Decoration on the Chest:TURKISH ORDERS

Written by TR Editör

The Ottoman knew an aesthetic method of honouring those who benefited the state: Decorating them with flamboyant medals and badges made of precious metals.

Summer of 1798… Selim III is on the Ottoman throne. The days when waters of Mediterranean heat up in a very short time. Rumour has it that Napoleon Bonaparte left France… The destination is Egypt under the Ottoman rule. But there is one thing that the French did not consider: the English.

Egypt is an essential destination en route particularly for the British who aspire to make their presence felt in India. It is safer for Ottomans to rule Egypt for time being rather than the French. Despite the measures taken by the Ottomans, the British do not want to leave it to chance, and the British navy under command of British Admiral Nelson drops anchor off Egyptian shore.

A big surprise awaits the French in those days. Because the British have no intention of losing this spot of major importance to their opponents. The winner of the battle between the two opponents are the British. When the news reach Istanbul, it is welcomed with cheers. Sultan Selim immediately orders gifts sent to Nelson and the soldiers under his command. Until that day, gifts presented to foreigners as gratification or reward were limited to furred kaftans, golden snuff boxes or horses but this time Sultan goes beyond general practices and instructs Nelson to be awarded with a fancy bejewelled badge. The “badge” used in Europe to reward military and civil competence thus enters Ottoman life.

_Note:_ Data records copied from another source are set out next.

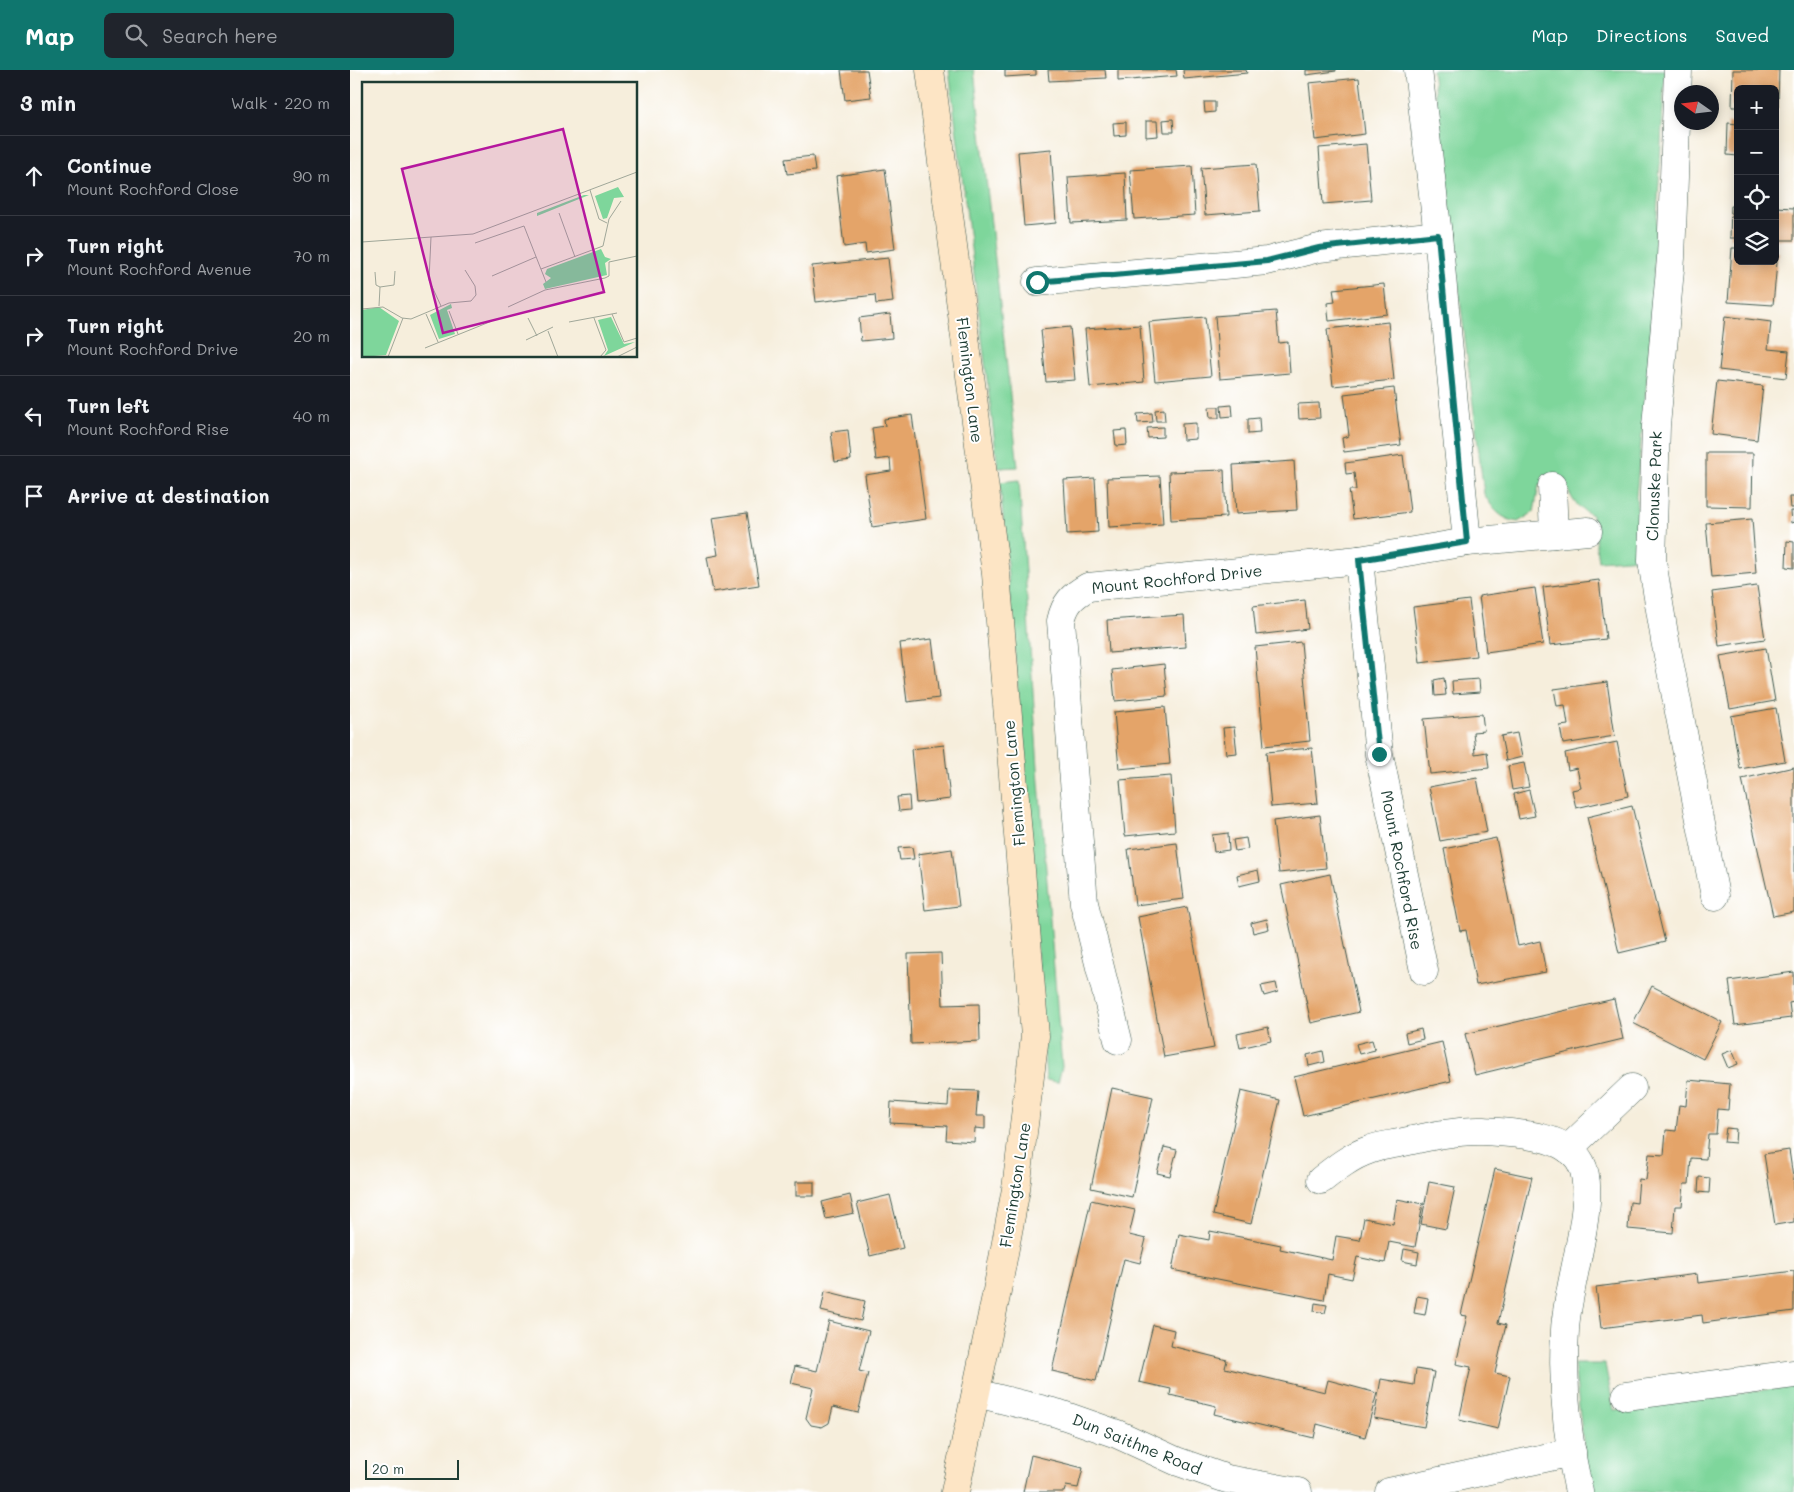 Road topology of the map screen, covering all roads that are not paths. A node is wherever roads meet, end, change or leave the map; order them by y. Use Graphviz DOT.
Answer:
graph roads {
  1 [pos="930,70"];
  2 [pos="1418,70"];
  3 [pos="1678,70"];
  4 [pos="1438,235"];
  5 [pos="1037,282"];
  6 [pos="1552,486"];
  7 [pos="1588,531"];
  8 [pos="1554,534"];
  9 [pos="1467,542"];
  10 [pos="1359,560"];
  11 [pos="1714,896"];
  12 [pos="1424,971"];
  13 [pos="1118,1040"];
  14 [pos="1632,1088"];
  15 [pos="1568,1149"];
  16 [pos="1321,1180"];
  17 [pos="1794,1374"];
  18 [pos="976,1393"];
  19 [pos="1626,1396"];
  20 [pos="1572,1452"];
  21 [pos="955,1492"];
  22 [pos="1298,1492"];
  23 [pos="1389,1492"];
  24 [pos="1579,1492"];
  1 -- 18 [label="street, Flemington Lane"];
  2 -- 4 [label="street"];
  3 -- 11 [label="street, Clonuske Park"];
  4 -- 5 [label="street"];
  4 -- 9 [label="street"];
  6 -- 8 [label="street"];
  7 -- 8 [label="street, Mount Rochford Drive"];
  8 -- 9 [label="street, Mount Rochford Drive"];
  9 -- 10 [label="street, Mount Rochford Drive"];
  10 -- 12 [label="street, Mount Rochford Rise"];
  10 -- 13 [label="street, Mount Rochford Drive"];
  14 -- 15 [label="street"];
  15 -- 16 [label="street"];
  15 -- 20 [label="street"];
  17 -- 19 [label="street"];
  18 -- 21 [label="street, Flemington Lane"];
  18 -- 22 [label="street, Dun Saithne Road"];
  20 -- 23 [label="street"];
  20 -- 24 [label="street"];
}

The Ottomans had been using “hilat”, a type of furred kaftan to reward success or merit since ancient times. A commander, statesman or pasha who displayed merit were dressed in a hilat with a ceremony. Similarly to the badge, crest, aigrette, wreath, or chandelier were presented. However in period of Sultan Mahmut II, the janissary guild was terminated, and a series of military and administrative reforms were made. The most significant was the clothing reform; the conventional military, administrative and civil bureaucracy attires were replaced with fez, jackets, and trousers. The clothing reform brought along the use of badges and medals which was a relatively new practice. Because traditional rewards as hilat, crest, aigrette did not suit modern attire. In order to rid of this confusion, it was decided to present the Ottoman citizens with badges or medals, awarded exclusively to foreigners until that day.

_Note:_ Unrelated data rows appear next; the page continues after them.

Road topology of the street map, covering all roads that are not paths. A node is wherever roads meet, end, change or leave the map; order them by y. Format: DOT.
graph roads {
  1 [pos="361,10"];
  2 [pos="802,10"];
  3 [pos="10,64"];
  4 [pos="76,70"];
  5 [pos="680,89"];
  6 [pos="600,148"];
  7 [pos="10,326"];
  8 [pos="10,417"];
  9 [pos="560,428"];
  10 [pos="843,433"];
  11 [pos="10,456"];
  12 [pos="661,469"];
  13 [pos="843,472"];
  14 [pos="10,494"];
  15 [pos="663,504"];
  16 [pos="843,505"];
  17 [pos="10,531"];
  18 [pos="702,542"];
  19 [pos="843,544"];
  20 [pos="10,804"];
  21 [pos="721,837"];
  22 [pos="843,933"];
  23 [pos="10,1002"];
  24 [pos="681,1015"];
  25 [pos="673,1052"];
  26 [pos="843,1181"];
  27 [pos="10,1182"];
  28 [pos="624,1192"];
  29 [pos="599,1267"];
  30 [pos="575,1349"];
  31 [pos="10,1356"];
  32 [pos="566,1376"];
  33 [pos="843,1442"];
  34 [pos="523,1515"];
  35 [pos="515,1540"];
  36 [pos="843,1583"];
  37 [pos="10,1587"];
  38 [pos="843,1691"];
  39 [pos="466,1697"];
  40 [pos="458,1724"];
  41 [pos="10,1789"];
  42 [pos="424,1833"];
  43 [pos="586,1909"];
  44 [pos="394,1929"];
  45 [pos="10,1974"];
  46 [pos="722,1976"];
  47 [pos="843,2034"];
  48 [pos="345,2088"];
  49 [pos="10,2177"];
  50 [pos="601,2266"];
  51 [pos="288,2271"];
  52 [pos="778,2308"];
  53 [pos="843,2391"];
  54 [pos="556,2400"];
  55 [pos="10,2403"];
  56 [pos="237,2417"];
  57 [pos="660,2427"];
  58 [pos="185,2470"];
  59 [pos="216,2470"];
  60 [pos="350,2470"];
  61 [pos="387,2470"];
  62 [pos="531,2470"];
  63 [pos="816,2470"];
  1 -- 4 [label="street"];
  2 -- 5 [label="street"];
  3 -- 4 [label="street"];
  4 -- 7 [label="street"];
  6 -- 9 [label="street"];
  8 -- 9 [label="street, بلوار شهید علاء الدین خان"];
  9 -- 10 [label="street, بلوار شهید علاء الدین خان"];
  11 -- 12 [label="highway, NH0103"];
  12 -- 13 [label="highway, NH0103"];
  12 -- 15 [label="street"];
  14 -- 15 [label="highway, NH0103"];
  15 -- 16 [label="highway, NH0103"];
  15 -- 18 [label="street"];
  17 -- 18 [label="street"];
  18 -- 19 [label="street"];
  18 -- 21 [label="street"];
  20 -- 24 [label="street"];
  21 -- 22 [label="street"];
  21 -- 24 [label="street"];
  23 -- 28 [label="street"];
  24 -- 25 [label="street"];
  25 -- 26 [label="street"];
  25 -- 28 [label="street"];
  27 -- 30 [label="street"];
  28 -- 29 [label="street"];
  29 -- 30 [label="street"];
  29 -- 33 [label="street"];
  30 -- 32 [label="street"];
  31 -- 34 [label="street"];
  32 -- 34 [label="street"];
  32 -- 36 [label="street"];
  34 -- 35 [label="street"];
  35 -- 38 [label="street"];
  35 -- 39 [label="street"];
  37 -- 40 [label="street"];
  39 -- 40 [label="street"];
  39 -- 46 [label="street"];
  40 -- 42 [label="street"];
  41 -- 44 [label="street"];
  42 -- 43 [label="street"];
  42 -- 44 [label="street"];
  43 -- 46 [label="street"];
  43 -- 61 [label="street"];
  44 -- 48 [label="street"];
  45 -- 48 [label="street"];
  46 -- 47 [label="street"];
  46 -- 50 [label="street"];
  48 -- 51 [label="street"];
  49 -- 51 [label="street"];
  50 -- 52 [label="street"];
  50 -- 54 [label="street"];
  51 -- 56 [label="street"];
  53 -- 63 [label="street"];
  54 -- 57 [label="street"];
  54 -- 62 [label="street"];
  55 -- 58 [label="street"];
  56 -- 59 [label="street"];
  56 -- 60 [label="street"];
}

Turkish badges vary due to the period, individual and the reason of issue. Every sultan after Mahmut II, had new badges designed for their respective periods. Additionally, in Mahmut II period, badges were designed to specify the ranks with the establishment of new military organisation. There were four kinds of bejewelled badges, based on “ûlâ, saniye, salise and rabia” ranks. Order of Honours that emerged in the same period were made of gold and silver and bedecked with diamonds. In the period of Sultan Abdulmecid who ascended to throne after Mahmut II, another badge was designed with the name “order of merit”. This order was usually awarded to high-ranking officers for their outstanding success. This orders awarded to high-ranking officers were handed down to successors in case of death. However the successor was unable to put on this badge without permission.


Although Turkish decorating tradition was shortly interrupted after the fall of the Ottoman State, it is still continued today. With the law passed by Turkish Grand National Assembly on November 26th 1934, the practice of awarding civil ranks and orders was discontinued, and putting these on was prohibited. However due to the need, three new decorations with titles “state”, “republic” and “merit”  were designed in 1983 to be awarded to foreigners. State is for presidents, republic is for foreign prime minister and secretaries, and merit is for people who work in fields of science and art for Turkey’s benefit.

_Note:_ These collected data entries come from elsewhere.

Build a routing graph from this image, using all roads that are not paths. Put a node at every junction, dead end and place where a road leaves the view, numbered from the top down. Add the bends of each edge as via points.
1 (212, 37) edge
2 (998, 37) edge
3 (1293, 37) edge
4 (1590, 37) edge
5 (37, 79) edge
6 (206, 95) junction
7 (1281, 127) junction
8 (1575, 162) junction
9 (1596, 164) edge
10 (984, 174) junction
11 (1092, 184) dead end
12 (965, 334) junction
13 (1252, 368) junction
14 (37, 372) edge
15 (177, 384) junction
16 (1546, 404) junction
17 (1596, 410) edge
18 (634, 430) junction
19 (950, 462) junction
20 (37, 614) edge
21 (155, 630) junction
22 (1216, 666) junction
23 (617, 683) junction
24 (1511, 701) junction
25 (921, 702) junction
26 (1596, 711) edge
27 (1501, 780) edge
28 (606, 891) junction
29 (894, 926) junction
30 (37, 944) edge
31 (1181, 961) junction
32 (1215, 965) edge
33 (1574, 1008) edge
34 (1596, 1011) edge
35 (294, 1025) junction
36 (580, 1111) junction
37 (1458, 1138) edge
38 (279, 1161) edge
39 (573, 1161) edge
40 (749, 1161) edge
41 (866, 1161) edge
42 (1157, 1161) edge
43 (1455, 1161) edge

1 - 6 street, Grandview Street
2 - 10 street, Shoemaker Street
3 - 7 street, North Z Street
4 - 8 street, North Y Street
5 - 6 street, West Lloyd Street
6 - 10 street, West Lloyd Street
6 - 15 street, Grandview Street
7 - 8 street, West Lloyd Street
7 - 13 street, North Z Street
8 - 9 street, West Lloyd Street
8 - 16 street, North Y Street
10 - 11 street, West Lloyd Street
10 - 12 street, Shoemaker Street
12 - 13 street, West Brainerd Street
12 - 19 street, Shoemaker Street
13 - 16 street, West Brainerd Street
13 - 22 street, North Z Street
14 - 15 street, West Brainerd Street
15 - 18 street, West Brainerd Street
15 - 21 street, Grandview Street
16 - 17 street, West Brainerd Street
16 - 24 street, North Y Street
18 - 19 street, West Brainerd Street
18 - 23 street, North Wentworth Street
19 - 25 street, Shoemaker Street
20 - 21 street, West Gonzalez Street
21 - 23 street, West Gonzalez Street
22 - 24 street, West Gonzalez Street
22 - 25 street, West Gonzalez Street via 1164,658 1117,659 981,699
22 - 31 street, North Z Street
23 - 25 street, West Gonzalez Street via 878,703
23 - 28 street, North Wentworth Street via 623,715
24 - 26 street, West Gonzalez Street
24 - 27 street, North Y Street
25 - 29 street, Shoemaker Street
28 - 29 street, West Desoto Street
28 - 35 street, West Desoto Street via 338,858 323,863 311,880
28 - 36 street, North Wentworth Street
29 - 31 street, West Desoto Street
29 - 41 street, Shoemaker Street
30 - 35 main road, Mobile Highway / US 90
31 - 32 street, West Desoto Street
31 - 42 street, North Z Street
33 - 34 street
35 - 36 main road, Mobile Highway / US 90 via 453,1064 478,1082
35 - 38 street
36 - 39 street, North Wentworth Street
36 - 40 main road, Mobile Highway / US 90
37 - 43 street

Nişan-ı Âli İmtiyaz (Sublime Order of Merit):
Order was designed as a replacement to order of merit awarded in Sultan Abdulmecid period, in the period of Sultan Abdulaziz who ascended the throne after passing of Sultan Abdulmecid. In the middle of the badge that resembles a circular solar disc, there is a golden plate with Sultan Abdulaziz’s signature on.
Nişan-ı Osmanî (Ottoman Badge): This was designed in the period of Sultan Abdulaziz to honour and merit those who showed excellence in civil services.
Şefkat Nişanı ( Order of Compassion): This was an order designed in the period of Sultan Abdulhamid II to decorate women who worked for the benefit of the state and nation during times of war and events as earthquake, fire and flood. The golden badge with a pentagonal star shape, has a core in the middle and a violet glaze.